EXCERPTED DATA:

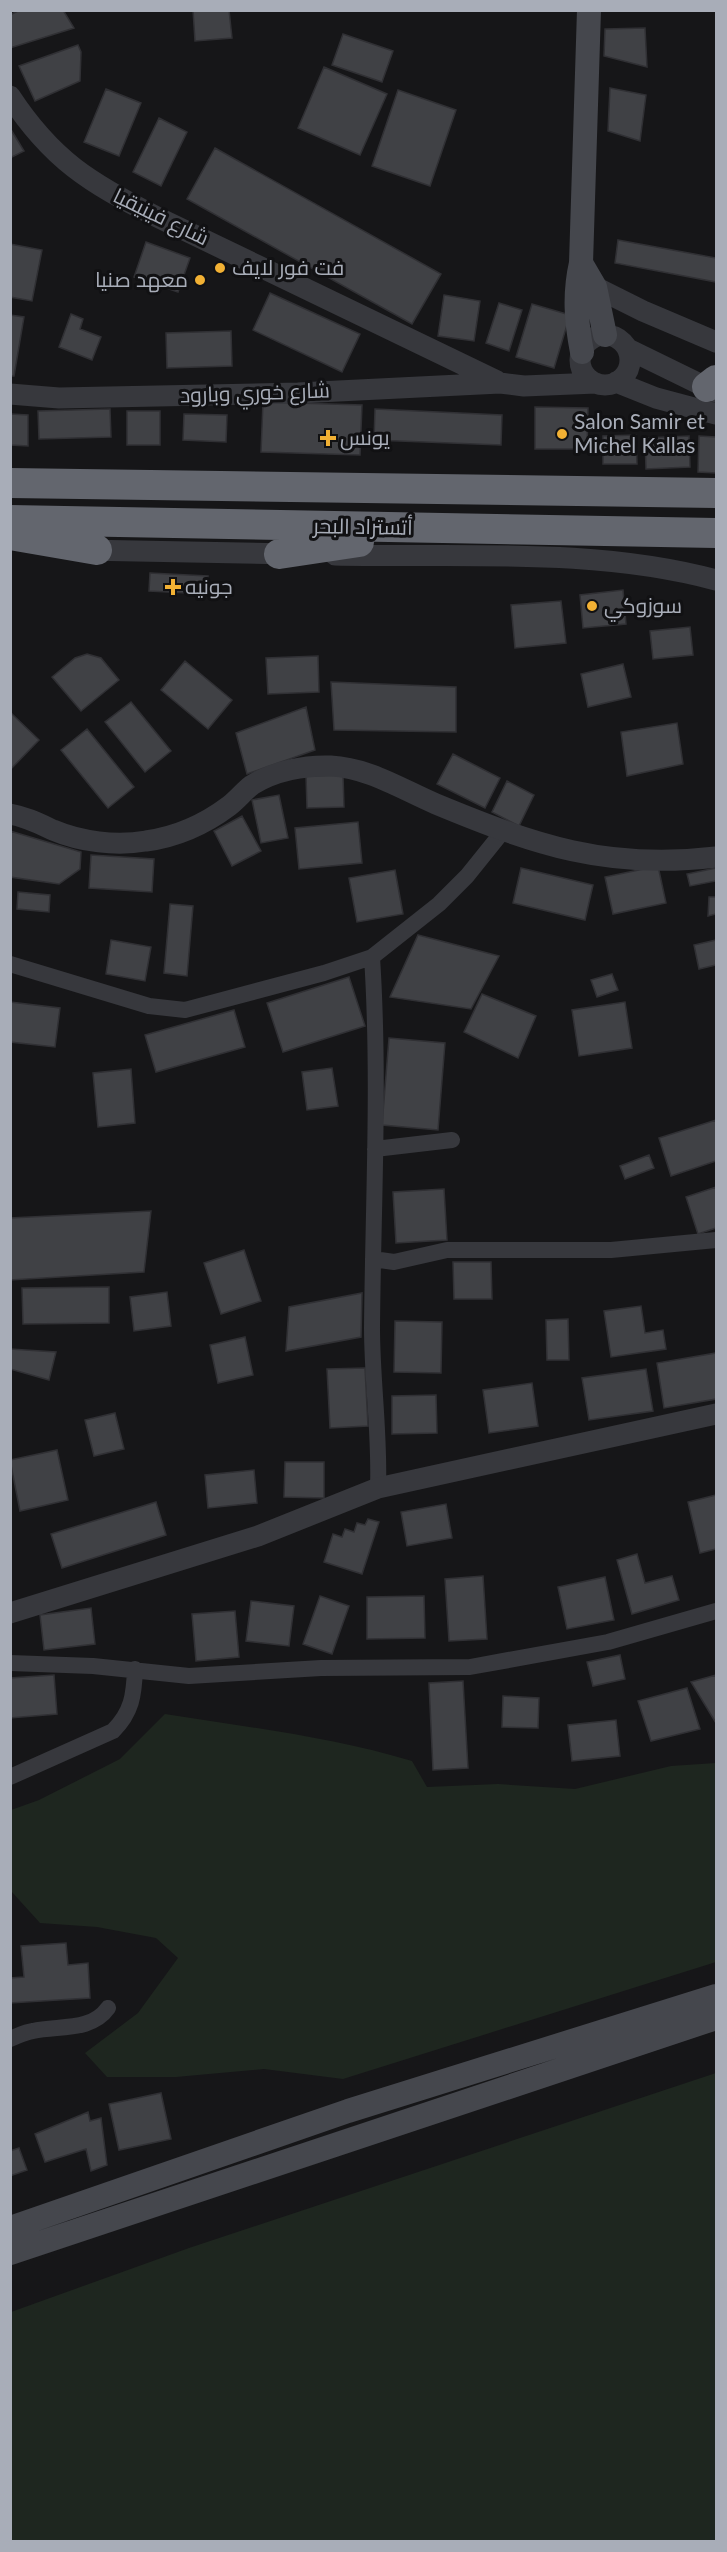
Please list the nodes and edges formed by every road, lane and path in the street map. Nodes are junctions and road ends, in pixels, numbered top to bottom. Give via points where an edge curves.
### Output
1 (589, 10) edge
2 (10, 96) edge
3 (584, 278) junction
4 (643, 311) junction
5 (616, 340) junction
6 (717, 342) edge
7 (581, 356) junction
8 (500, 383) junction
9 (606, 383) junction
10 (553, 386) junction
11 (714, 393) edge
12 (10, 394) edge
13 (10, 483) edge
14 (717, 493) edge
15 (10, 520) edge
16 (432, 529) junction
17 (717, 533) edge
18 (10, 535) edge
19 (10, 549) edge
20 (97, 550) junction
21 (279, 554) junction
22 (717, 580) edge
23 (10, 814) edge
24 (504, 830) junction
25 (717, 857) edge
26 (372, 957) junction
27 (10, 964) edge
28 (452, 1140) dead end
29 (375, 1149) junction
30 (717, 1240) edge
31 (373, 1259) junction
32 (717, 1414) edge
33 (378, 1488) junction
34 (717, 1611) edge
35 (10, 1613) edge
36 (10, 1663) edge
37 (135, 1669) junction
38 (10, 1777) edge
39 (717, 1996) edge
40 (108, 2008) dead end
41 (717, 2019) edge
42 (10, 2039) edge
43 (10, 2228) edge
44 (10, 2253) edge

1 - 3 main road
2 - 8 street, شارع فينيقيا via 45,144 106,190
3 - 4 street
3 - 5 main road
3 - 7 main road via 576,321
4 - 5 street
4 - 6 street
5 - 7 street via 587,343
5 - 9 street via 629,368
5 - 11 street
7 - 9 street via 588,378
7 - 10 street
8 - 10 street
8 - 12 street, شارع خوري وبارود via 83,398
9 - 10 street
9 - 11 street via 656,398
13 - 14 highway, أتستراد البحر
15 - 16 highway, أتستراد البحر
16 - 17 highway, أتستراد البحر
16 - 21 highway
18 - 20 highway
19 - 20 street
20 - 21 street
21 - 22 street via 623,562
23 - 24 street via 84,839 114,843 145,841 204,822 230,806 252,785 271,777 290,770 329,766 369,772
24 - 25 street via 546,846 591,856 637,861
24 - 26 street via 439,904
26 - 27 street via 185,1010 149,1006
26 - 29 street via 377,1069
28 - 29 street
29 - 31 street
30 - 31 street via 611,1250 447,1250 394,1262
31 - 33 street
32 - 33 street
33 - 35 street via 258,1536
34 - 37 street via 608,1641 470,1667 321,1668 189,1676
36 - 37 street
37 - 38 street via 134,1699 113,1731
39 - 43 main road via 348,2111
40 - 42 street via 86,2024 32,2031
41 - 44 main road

YOUR GOAL: Only the records are wanted, copied exactly, with the pictures dropped.

YOUR RESPONSE:
Please list the nodes and edges formed by every road, lane and path in the street map. Nodes are junctions and road ends, in pixels, numbered top to bottom. Give via points where an edge curves.
### Output
1 (589, 10) edge
2 (10, 96) edge
3 (584, 278) junction
4 (643, 311) junction
5 (616, 340) junction
6 (717, 342) edge
7 (581, 356) junction
8 (500, 383) junction
9 (606, 383) junction
10 (553, 386) junction
11 (714, 393) edge
12 (10, 394) edge
13 (10, 483) edge
14 (717, 493) edge
15 (10, 520) edge
16 (432, 529) junction
17 (717, 533) edge
18 (10, 535) edge
19 (10, 549) edge
20 (97, 550) junction
21 (279, 554) junction
22 (717, 580) edge
23 (10, 814) edge
24 (504, 830) junction
25 (717, 857) edge
26 (372, 957) junction
27 (10, 964) edge
28 (452, 1140) dead end
29 (375, 1149) junction
30 (717, 1240) edge
31 (373, 1259) junction
32 (717, 1414) edge
33 (378, 1488) junction
34 (717, 1611) edge
35 (10, 1613) edge
36 (10, 1663) edge
37 (135, 1669) junction
38 (10, 1777) edge
39 (717, 1996) edge
40 (108, 2008) dead end
41 (717, 2019) edge
42 (10, 2039) edge
43 (10, 2228) edge
44 (10, 2253) edge

1 - 3 main road
2 - 8 street, شارع فينيقيا via 45,144 106,190
3 - 4 street
3 - 5 main road
3 - 7 main road via 576,321
4 - 5 street
4 - 6 street
5 - 7 street via 587,343
5 - 9 street via 629,368
5 - 11 street
7 - 9 street via 588,378
7 - 10 street
8 - 10 street
8 - 12 street, شارع خوري وبارود via 83,398
9 - 10 street
9 - 11 street via 656,398
13 - 14 highway, أتستراد البحر
15 - 16 highway, أتستراد البحر
16 - 17 highway, أتستراد البحر
16 - 21 highway
18 - 20 highway
19 - 20 street
20 - 21 street
21 - 22 street via 623,562
23 - 24 street via 84,839 114,843 145,841 204,822 230,806 252,785 271,777 290,770 329,766 369,772
24 - 25 street via 546,846 591,856 637,861
24 - 26 street via 439,904
26 - 27 street via 185,1010 149,1006
26 - 29 street via 377,1069
28 - 29 street
29 - 31 street
30 - 31 street via 611,1250 447,1250 394,1262
31 - 33 street
32 - 33 street
33 - 35 street via 258,1536
34 - 37 street via 608,1641 470,1667 321,1668 189,1676
36 - 37 street
37 - 38 street via 134,1699 113,1731
39 - 43 main road via 348,2111
40 - 42 street via 86,2024 32,2031
41 - 44 main road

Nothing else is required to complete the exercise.